--- Data to examine ---
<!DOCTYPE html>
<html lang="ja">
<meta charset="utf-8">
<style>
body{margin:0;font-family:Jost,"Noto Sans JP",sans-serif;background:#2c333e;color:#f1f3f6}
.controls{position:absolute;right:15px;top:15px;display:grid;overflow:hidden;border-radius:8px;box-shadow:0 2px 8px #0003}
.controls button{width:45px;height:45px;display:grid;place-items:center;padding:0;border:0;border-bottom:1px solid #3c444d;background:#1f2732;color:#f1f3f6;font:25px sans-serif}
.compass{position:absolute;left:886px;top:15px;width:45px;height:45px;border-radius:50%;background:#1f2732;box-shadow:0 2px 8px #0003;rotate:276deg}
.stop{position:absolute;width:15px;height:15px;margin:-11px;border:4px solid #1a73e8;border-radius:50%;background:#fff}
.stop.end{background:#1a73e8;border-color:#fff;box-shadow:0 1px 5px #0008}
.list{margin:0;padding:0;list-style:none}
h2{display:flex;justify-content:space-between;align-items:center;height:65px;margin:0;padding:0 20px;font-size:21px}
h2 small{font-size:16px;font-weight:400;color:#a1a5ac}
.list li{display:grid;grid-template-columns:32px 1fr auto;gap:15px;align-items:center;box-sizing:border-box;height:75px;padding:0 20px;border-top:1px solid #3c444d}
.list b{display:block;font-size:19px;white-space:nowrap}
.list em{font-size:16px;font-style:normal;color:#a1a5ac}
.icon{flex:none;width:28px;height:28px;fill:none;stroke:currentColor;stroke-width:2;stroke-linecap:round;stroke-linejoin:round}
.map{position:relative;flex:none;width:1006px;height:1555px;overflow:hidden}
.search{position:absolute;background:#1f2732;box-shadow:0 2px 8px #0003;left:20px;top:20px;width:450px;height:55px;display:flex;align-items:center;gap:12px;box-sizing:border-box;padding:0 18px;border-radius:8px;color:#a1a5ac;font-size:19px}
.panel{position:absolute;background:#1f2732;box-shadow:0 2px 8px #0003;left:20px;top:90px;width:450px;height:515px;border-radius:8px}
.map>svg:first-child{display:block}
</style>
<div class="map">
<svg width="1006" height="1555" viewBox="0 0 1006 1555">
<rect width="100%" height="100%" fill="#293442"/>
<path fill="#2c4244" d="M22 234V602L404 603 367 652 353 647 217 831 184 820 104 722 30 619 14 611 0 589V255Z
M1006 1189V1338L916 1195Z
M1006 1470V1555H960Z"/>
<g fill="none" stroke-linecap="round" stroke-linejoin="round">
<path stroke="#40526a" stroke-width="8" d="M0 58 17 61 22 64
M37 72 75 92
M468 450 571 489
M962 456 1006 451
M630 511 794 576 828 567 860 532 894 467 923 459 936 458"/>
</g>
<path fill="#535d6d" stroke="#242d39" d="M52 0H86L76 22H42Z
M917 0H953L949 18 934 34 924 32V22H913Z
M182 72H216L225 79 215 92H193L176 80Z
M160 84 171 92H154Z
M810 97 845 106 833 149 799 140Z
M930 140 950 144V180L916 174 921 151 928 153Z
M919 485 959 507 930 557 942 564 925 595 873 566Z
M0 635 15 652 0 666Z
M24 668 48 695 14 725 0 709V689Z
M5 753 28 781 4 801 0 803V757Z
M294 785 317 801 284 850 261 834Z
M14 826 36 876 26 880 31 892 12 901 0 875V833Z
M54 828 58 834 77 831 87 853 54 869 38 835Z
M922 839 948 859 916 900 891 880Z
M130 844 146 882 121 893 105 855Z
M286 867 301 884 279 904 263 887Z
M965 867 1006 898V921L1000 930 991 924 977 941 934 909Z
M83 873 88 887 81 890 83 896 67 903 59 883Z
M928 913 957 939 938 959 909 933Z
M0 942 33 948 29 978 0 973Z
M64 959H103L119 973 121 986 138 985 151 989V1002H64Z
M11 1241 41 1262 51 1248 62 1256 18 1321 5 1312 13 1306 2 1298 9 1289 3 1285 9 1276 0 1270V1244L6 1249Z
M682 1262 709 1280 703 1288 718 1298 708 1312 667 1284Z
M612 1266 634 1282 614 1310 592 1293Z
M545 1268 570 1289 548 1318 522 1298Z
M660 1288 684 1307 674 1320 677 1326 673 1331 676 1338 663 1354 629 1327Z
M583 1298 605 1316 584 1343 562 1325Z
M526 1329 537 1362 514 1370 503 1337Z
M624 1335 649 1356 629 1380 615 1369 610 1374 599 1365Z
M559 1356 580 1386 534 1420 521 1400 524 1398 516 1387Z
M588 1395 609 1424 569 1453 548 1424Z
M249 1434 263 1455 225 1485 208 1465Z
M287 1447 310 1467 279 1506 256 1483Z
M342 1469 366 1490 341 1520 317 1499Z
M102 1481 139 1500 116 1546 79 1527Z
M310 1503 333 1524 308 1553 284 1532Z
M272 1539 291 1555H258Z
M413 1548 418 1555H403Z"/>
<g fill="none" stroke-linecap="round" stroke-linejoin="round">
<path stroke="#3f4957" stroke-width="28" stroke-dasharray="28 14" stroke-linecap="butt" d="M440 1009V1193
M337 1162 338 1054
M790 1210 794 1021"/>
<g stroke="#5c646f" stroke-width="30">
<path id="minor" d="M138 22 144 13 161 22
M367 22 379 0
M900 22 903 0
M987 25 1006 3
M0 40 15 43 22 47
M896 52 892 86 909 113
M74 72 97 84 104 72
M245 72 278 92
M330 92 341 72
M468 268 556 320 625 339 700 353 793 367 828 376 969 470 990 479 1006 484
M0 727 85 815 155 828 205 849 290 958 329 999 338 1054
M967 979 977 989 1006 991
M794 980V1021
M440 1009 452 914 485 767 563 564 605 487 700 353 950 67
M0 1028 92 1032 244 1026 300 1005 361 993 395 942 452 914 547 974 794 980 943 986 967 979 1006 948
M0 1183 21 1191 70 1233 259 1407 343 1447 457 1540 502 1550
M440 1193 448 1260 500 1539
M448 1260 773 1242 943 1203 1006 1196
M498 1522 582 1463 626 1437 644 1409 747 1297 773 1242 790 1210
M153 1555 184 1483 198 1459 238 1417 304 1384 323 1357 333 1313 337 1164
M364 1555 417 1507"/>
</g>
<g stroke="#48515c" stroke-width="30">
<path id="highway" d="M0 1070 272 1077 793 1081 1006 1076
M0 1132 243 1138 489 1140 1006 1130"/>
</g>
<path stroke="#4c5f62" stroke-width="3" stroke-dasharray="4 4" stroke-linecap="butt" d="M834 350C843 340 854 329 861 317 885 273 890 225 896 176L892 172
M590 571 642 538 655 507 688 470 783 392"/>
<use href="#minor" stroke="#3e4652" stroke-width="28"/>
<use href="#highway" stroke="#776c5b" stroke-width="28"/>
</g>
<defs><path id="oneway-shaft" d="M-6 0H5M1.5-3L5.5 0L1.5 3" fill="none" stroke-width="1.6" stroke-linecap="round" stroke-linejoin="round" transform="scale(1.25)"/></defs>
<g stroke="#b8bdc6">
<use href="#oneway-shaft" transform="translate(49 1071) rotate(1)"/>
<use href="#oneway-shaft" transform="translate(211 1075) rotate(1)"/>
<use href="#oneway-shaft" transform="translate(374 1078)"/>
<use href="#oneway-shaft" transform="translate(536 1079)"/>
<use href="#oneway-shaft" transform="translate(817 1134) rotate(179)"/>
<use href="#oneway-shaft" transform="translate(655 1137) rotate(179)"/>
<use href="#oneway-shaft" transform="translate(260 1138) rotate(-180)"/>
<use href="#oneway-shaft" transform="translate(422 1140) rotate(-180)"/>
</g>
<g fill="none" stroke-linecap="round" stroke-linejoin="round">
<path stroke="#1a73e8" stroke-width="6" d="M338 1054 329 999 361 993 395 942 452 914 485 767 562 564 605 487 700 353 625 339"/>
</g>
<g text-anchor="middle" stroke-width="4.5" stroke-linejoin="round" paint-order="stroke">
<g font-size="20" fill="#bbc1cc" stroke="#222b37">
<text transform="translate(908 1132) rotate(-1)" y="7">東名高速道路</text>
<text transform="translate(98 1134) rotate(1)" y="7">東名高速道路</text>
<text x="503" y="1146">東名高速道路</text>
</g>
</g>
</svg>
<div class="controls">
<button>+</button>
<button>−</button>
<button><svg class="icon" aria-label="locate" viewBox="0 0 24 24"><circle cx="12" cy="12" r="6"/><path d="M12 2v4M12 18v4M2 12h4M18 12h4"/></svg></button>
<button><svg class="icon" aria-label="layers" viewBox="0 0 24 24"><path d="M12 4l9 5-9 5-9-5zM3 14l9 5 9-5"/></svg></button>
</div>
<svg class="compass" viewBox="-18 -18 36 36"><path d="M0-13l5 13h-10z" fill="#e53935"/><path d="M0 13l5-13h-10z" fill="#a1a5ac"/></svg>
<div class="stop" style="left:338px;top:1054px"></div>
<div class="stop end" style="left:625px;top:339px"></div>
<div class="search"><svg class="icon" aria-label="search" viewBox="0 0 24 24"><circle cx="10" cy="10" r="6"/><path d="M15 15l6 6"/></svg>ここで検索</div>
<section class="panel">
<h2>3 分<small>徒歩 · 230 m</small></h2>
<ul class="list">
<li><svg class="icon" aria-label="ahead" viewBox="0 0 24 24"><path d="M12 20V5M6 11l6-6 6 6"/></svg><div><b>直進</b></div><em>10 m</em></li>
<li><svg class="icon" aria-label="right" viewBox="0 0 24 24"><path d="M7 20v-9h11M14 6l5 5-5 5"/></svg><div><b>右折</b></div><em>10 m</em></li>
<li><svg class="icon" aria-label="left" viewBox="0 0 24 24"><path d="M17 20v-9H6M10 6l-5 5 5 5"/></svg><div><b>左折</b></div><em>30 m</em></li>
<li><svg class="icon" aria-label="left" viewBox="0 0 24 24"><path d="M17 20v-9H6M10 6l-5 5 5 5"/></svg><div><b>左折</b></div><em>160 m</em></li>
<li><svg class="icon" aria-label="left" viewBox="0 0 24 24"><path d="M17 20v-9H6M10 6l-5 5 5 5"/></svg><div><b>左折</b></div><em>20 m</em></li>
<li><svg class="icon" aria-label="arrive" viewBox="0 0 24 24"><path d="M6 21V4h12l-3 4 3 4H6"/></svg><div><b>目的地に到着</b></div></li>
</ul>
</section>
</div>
---
▶ What needs to be done
Copy out all the lines of the records that include "compass".

▶ Solution
.compass{position:absolute;left:886px;top:15px;width:45px;height:45px;border-radius:50%;background:#1f2732;box-shadow:0 2px 8px #0003;rotate:276deg}
<svg class="compass" viewBox="-18 -18 36 36"><path d="M0-13l5 13h-10z" fill="#e53935"/><path d="M0 13l5-13h-10z" fill="#a1a5ac"/></svg>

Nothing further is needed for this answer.